Modern Predictive Control written by Ding Baocang and has been published by CRC Press this book supported file pdf, txt, epub, kindle and other format this book has been release on 2018-10-03 with Technology & Engineering categories.


Modern Predictive Control explains how MPC differs from other control methods in its implementation of a control action. Most importantly, MPC provides the flexibility to act while optimizing—which is essential to the solution of many engineering problems in complex plants, where exact modeling is impossible. The superiority of MPC is in its numerical solution. Usually, MPC is employed to solve a finite-horizon optimal control problem at each sampling instant and obtain control actions for both the present time and a future period. However, only the current control move is applied to the plant.
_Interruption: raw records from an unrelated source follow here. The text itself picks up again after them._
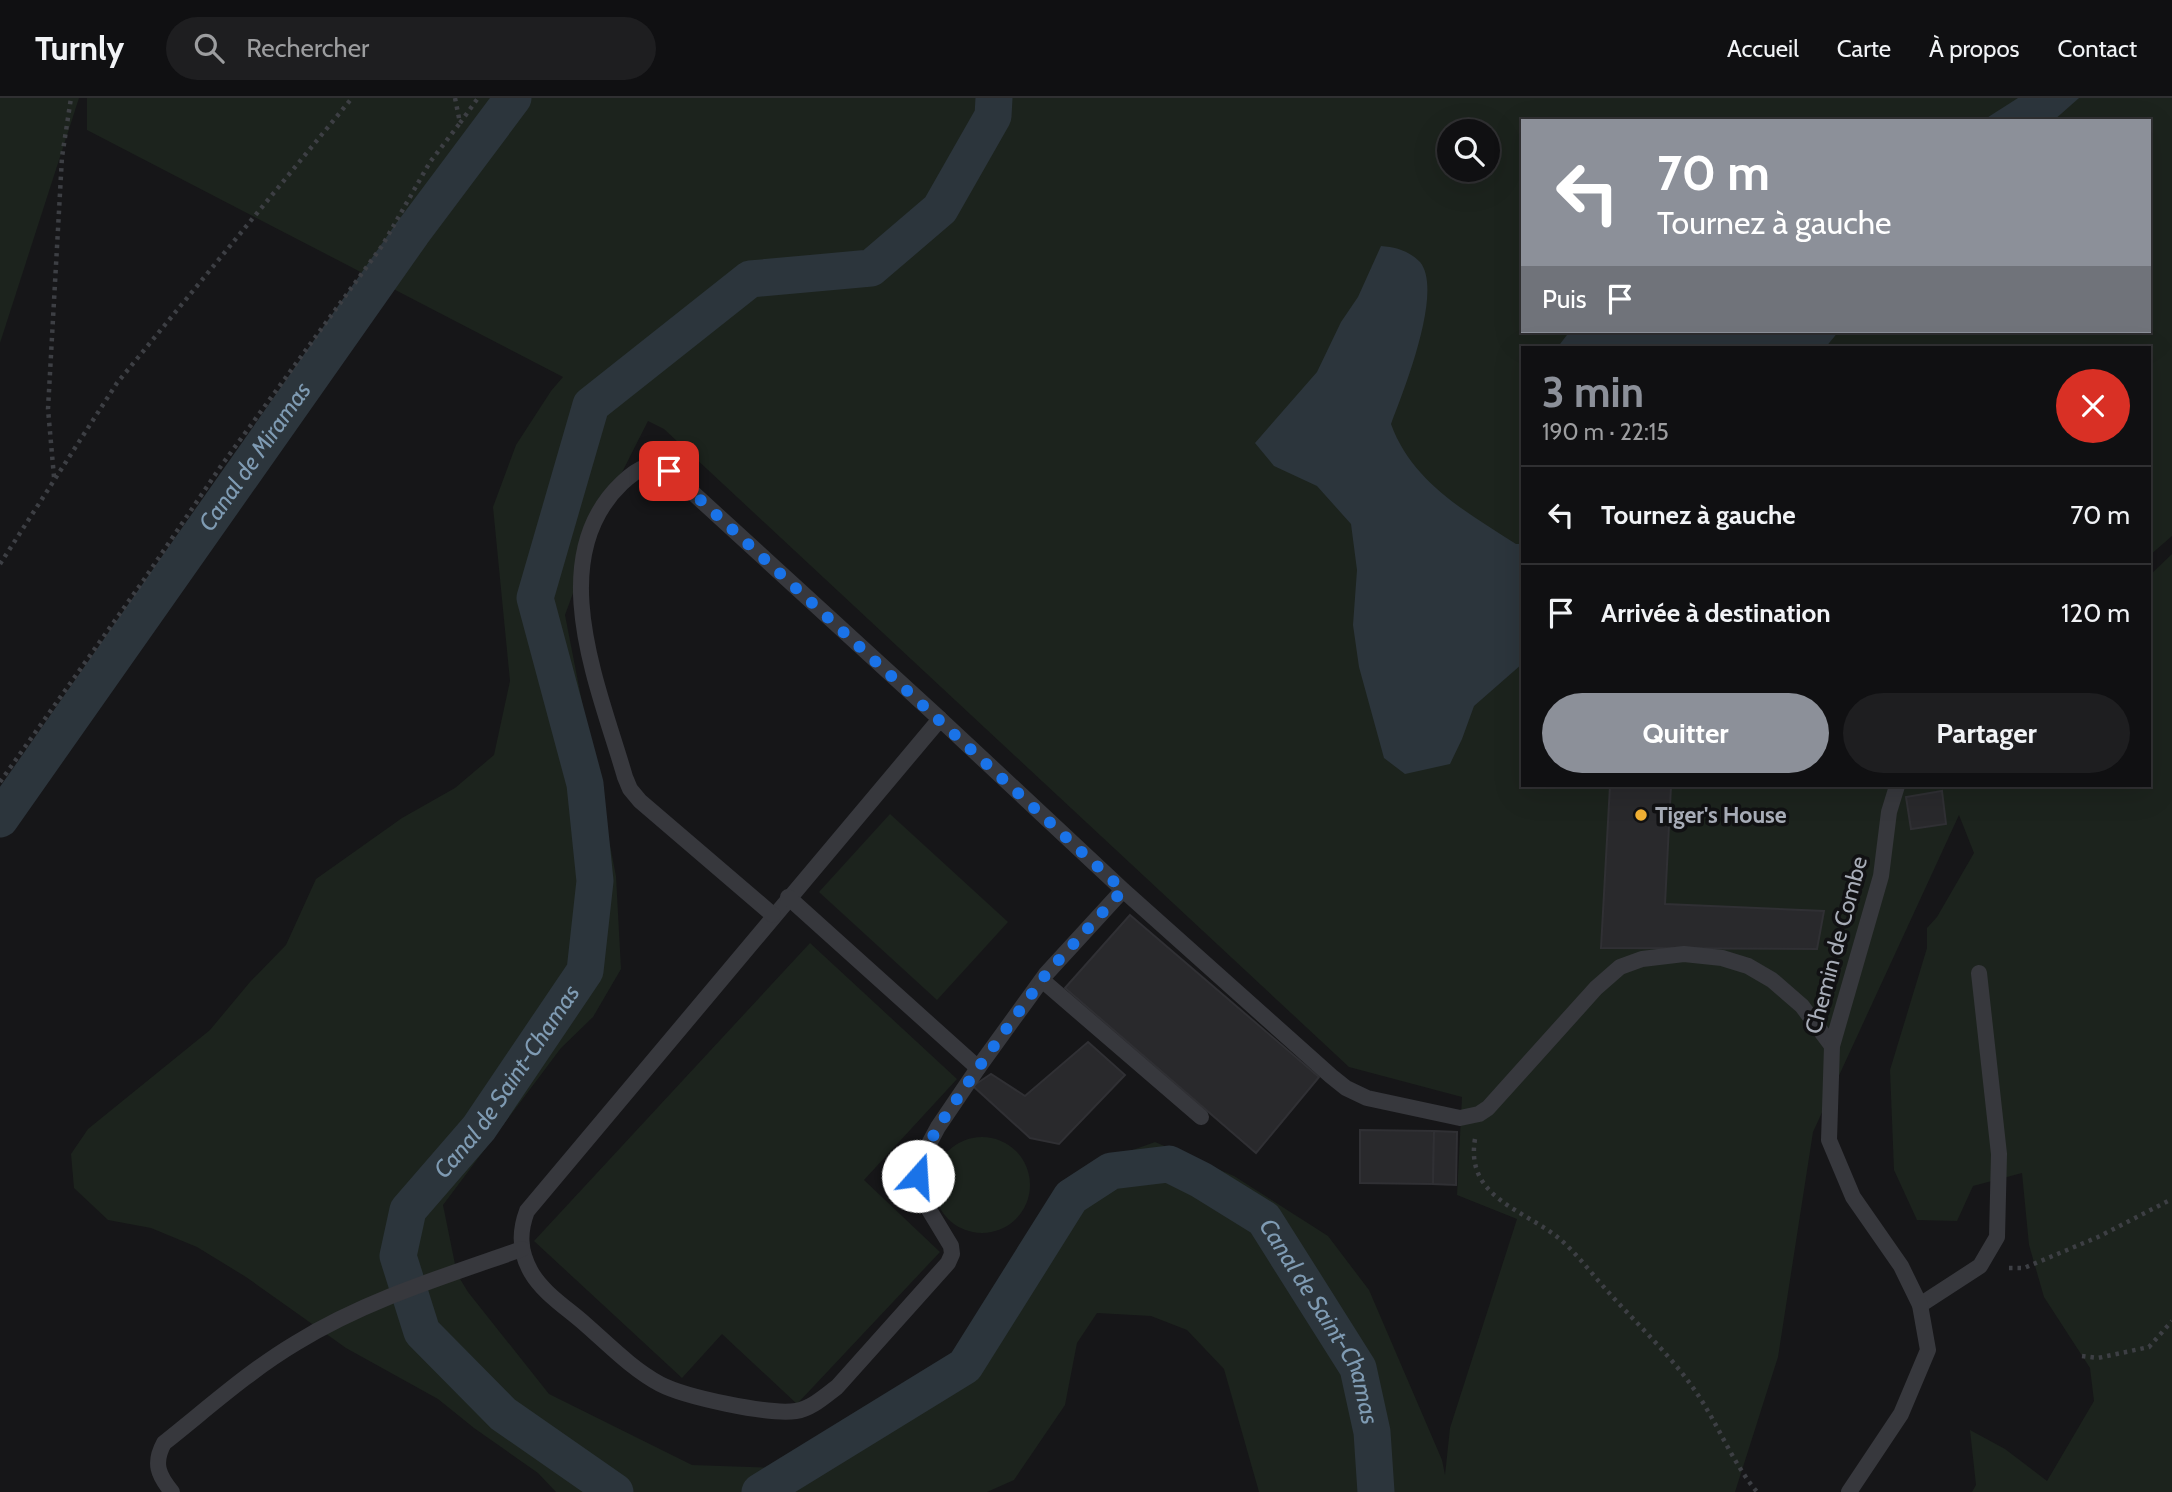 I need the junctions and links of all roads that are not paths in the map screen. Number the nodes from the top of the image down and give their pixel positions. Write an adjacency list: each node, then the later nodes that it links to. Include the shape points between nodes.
1 (940, 719): 3 (lane); 4 (lane); 5 (lane, via 669,471 658,465 645,466 606,498 583,554 581,598 587,648 625,777 640,801)
2 (1897, 787): 8 (lane, Chemin de Combe, via 1881,876)
3 (1123, 890): 7 (lane); 8 (lane, via 1346,1088 1367,1098 1461,1118 1479,1114 1596,988 1620,967 1642,958 1684,954 1748,966 1802,1006)
4 (788, 897): 5 (lane); 9 (lane)
5 (774, 915): 11 (lane, via 527,1211 521,1229)
6 (1979, 973): 12 (lane, via 1999,1154 1997,1237 1980,1266)
7 (1042, 981): 9 (lane); 10 (lane)
8 (1832, 1046): 12 (lane, Chemin de Combe, via 1829,1140 1853,1197 1901,1266)
9 (978, 1068): 11 (lane, via 938,1127 918,1176 922,1198 951,1246 948,1263 837,1387 799,1411 692,1396 660,1384 543,1288)
10 (1200, 1117)
11 (522, 1249): 13 (lane, via 396,1294 295,1343 164,1443 158,1469)
12 (1920, 1305): 14 (lane, Chemin de Combe, via 1928,1350 1902,1414)
13 (172, 1492)
14 (1849, 1492) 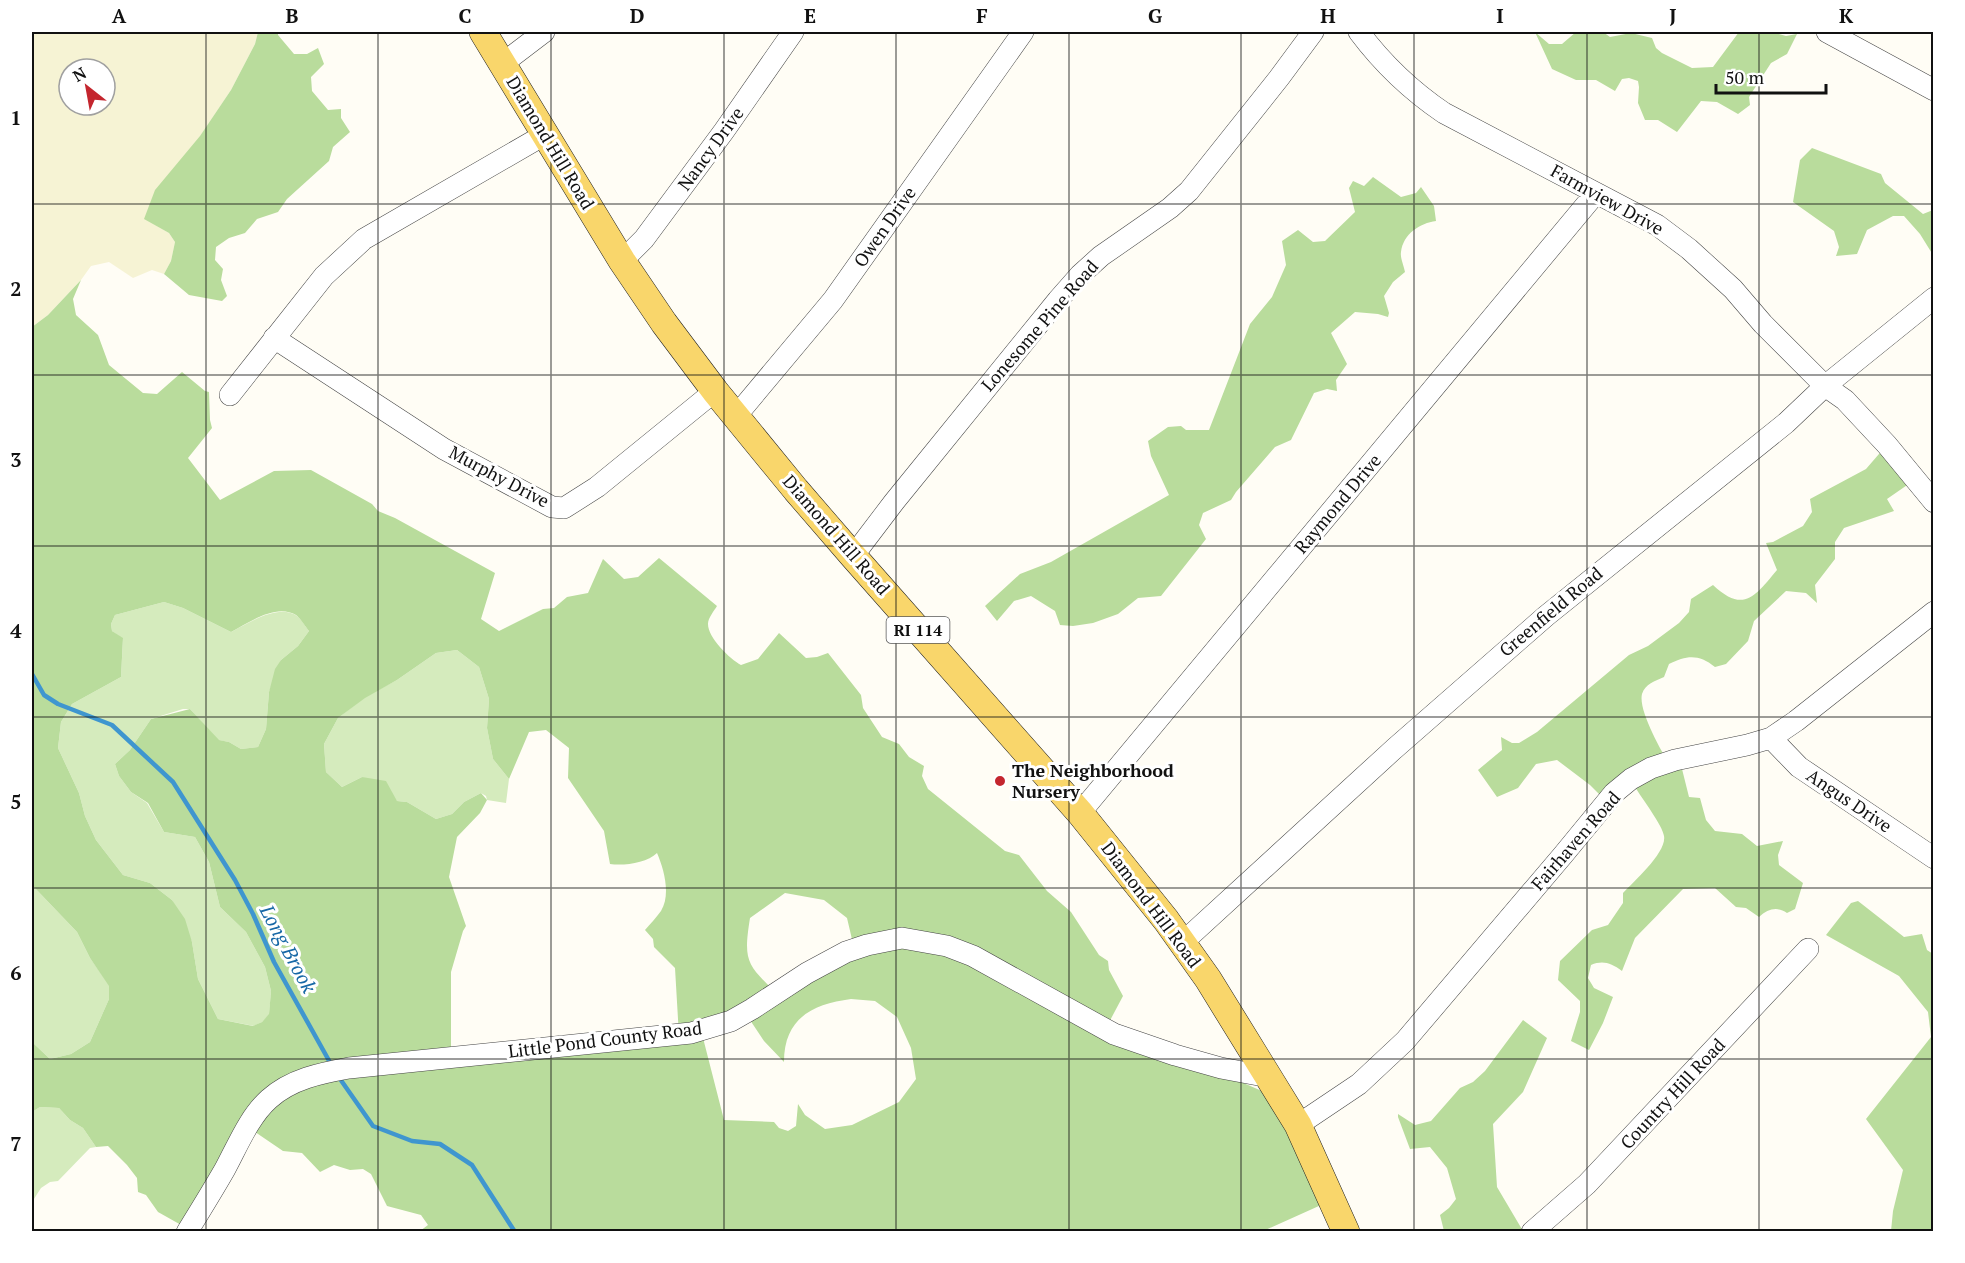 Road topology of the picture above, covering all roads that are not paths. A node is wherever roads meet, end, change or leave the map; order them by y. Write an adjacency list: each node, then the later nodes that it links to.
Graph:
1 (483, 32): 8 (main road, Diamond Hill Road / RI 114)
2 (544, 32): 8 (street)
3 (793, 32): 12 (street, Nancy Drive)
4 (1023, 32): 18 (street, Owen Drive)
5 (1313, 32): 20 (street, Lonesome Pine Road)
6 (1359, 32): 11 (street, Farmview Drive)
7 (1834, 33): 9 (street)
8 (502, 64): 10 (main road, Diamond Hill Road / RI 114)
9 (1934, 90)
10 (544, 135): 12 (main road, Diamond Hill Road / RI 114); 14 (street)
11 (1595, 194): 15 (street, Farmview Drive); 23 (street, Raymond Drive)
12 (622, 261): 16 (main road, Diamond Hill Road / RI 114)
13 (1934, 298): 15 (street, Greenfield Road)
14 (274, 338): 16 (street, Murphy Drive); 17 (street)
15 (1825, 386): 19 (street, Farmview Drive); 25 (street, Greenfield Road)
16 (715, 391): 18 (main road, Diamond Hill Road / RI 114)
17 (230, 395)
18 (736, 416): 20 (main road, Diamond Hill Road / RI 114)
19 (1934, 502)
20 (853, 556): 23 (main road, Diamond Hill Road / RI 114)
21 (1934, 612): 22 (street, Fairhaven Road)
22 (1771, 738): 24 (street, Angus Drive); 28 (street, Fairhaven Road)
23 (1080, 813): 25 (main road, Diamond Hill Road / RI 114)
24 (1934, 858)
25 (1182, 943): 27 (main road, Diamond Hill Road / RI 114)
26 (1808, 949): 31 (street, Country Hill Road)
27 (1269, 1077): 28 (main road, Diamond Hill Road / RI 114); 29 (street, Little Pond County Road)
28 (1298, 1125): 30 (main road, Diamond Hill Road / RI 114)
29 (194, 1228)
30 (1346, 1232)
31 (1532, 1232)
This complete, step-by-step exploration of various approaches to MPC: Introduces basic concepts of systems, modeling, and predictive control, detailing development from classical MPC to synthesis approaches Explores use of Model Algorithmic Control (MAC), Dynamic Matrix Control (DMC), Generalized Predictive Control (GPC), and Two-Step Model Predictive Control Identifies important general approaches to synthesis Discusses open-loop and closed-loop optimization in synthesis approaches Covers output feedback synthesis approaches with and without a finite switching horizon This book gives researchers a variety of models for use with one- and two-step control. The author clearly explains the variations between predictive control methods—and the root of these differences—to illustrate that there is no one ideal MPC and that one should remain open to selecting the best possible model in each unique circumstance.